-------- DATA EXTRACTS

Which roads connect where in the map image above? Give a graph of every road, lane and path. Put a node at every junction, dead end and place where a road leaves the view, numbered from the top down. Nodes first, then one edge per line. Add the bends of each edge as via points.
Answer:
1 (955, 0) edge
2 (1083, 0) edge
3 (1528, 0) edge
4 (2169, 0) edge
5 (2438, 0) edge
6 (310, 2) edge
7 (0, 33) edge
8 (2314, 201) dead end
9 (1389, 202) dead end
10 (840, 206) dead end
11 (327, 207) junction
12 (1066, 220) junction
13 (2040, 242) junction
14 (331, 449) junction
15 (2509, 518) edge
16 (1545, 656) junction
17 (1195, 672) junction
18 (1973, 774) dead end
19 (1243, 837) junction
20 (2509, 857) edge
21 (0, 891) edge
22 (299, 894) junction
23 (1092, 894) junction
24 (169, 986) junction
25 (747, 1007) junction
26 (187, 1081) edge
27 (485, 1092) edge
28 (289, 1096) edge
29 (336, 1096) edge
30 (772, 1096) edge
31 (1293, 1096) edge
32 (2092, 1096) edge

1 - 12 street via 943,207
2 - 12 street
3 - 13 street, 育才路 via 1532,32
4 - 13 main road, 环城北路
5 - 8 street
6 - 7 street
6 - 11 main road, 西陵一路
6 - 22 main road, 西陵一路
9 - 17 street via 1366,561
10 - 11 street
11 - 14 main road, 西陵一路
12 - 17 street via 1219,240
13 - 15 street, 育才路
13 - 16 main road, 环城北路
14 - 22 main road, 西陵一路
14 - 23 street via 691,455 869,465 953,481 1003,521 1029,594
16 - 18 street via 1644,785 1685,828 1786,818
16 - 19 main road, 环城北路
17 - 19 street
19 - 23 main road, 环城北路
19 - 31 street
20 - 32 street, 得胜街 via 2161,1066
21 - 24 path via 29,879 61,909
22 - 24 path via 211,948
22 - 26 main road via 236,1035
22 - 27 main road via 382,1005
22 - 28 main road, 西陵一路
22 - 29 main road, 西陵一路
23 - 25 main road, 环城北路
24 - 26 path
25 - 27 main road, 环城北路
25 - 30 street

----------------

Take each line in the listing that has the word "path" and copy it.

▸ **REPLY**
Which roads connect where in the map image above? Give a graph of every road, lane and path. Put a node at every junction, dead end and place where a road leaves the view, numbered from the top down. Nodes first, then one edge per line. Add the bends of each edge as via points.
21 - 24 path via 29,879 61,909
22 - 24 path via 211,948
24 - 26 path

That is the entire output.